JOSÉ BAYRO NO ES UN
ÁRBOL PORQUE CAMINA
LUPE CAJÍAS
Presentación de la
obra: Bayro Barroco: Deconstruyendo el trampantojo
Jueves 12 de enero de
2023, Espacio Patiño, La Paz, Bolivia
Cuando un Bayro te llama por teléfono, se produce un extraño
escozor en el vientre. ¿Qué puede querer un Bayro de mí? ¿Qué puedo decirle yo
a un Bayro? Maripositas de temor y de asombro recorren el cuerpo. Enfrentar a
un Bayro es saludar a una estirpe condenada a cien años de excelencia.
Recibir el encargo de presentar una obra desmesurada es
poner a prueba todos los sentidos. Aceptar estar acá es un atrevimiento, que
sólo se puede aliviar con el agradecimiento a José Bayro Corrochano por la
invitación y al Espacio Patiño por el auspicio.
De lo mucho que provoca este libro: “Bayro Barroco:
Deconstruyendo el trampantojo”, escogí apenas unas puertas de ingreso que
titulan: “José Bayro no es un árbol porque camina”.
Primera aldaba: Un cauce desbordado
Entre los Bayro Corrochano todo es exagerado: desde el
sonido de los apellidos forasteros para registrar a los nueve hermanos, todos
hombres, nacidos entre La Paz y Cochabamba. Sólo una madre alegre puede
contener semejante cataclismo. Una interminable mesa para comer, la incansable
cocina, la hilera de catres, la pila de ropa sucia y los cuadernos y lápices de
colores por todas partes.
Pasaron
una niñez y una adolescencia de barrio, de calle y pelota, con vecinos
cariñosos, en una ciudad amable y tormentosa durante las décadas de los 60 y 70
del siglo pasado.
Un hogar acostumbrado a abrir las puertas para ir a jugar y,
sobre todo, para recibir a la muchachada del colegio San Agustín. Llegaban
visitas de todas partes. En la casa de los Bayro Corrochano todo se compartía y
sus habitantes estaban acostumbrados a servir tantas sopas como en un convento
y a veladas en cualquier día de la semana.
El amor al arte comenzó desde palpar los muchos objetos que
coleccionaba el padre, la música que escuchaba la madre, los retratos en las
paredes, los paisajes en los corredores. Más tarde, tener un lugar en el garaje
donde se podía crear artesanías, cuencos, esculturas, dibujos y pinturas.
En una época de clandestinidades, recuerdo que cuando había
un cochabambino en la reunión, siempre se mentaba de una u otra manera a alguno
de los Bayro. Así me volvió a suceder hace un puñado de años cuando escribí un
homenaje a Carlos, el segundo de la prole.

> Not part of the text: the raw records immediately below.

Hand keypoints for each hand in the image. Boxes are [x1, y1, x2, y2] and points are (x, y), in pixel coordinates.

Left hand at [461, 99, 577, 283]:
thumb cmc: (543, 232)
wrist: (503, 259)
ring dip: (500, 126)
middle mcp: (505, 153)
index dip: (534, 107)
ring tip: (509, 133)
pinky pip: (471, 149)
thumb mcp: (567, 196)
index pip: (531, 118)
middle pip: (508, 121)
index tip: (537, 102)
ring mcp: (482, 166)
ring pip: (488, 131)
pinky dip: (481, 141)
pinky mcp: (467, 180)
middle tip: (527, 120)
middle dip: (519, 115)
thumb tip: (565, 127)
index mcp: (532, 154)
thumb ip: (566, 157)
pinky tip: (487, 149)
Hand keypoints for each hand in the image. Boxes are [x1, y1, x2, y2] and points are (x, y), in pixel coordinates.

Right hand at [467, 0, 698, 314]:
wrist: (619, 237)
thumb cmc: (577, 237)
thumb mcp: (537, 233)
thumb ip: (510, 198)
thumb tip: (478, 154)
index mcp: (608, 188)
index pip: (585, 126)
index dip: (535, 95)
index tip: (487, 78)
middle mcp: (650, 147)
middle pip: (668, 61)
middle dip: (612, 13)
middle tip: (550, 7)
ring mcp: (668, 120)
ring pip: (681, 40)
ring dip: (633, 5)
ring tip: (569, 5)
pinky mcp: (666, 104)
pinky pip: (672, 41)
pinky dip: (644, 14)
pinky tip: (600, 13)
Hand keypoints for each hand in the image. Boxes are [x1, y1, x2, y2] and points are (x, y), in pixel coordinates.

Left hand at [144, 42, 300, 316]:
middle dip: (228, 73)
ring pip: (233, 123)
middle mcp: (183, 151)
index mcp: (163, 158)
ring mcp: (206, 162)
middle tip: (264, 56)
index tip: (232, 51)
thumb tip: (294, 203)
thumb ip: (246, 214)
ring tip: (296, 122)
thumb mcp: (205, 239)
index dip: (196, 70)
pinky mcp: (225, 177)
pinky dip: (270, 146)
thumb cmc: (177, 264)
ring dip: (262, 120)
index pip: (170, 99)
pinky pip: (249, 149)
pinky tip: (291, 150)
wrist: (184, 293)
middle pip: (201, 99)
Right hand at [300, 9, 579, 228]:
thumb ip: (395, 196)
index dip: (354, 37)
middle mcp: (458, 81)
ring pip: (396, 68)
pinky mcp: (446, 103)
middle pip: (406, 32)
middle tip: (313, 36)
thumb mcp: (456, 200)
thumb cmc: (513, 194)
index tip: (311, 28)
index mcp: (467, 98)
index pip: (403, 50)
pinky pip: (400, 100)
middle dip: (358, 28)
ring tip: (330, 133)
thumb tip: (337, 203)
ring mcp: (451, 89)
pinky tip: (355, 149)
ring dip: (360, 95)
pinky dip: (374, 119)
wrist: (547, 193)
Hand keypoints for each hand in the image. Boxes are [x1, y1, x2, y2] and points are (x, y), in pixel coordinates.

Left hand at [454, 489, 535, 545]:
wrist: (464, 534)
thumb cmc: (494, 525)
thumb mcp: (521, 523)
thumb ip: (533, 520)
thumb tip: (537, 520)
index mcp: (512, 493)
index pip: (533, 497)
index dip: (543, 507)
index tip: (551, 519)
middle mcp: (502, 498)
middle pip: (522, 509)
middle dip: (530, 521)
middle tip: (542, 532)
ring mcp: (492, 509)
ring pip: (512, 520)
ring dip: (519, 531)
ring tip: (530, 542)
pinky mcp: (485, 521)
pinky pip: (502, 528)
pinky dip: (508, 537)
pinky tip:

La gente no comentaba mi nota sino
traía un recuerdo o una anécdota acerca de la amistad con los Bayro.
Mientras leía el libro de José Bayro que hoy se presenta en
La Paz comprendía que su historia es más lejana: un siglo, dos siglos, el
barroco, la colonia, la sierra y el mar. “Bayro barroco: deconstruyendo el
trampantojo” es un reflejo de espejos infinitos sobre la memoria de las
lecturas, de visitas a los museos, de aulas mexicanas y de talleres infantiles,
pero sobre todo es un recorrido de las huellas en la piel, magia y alquimia.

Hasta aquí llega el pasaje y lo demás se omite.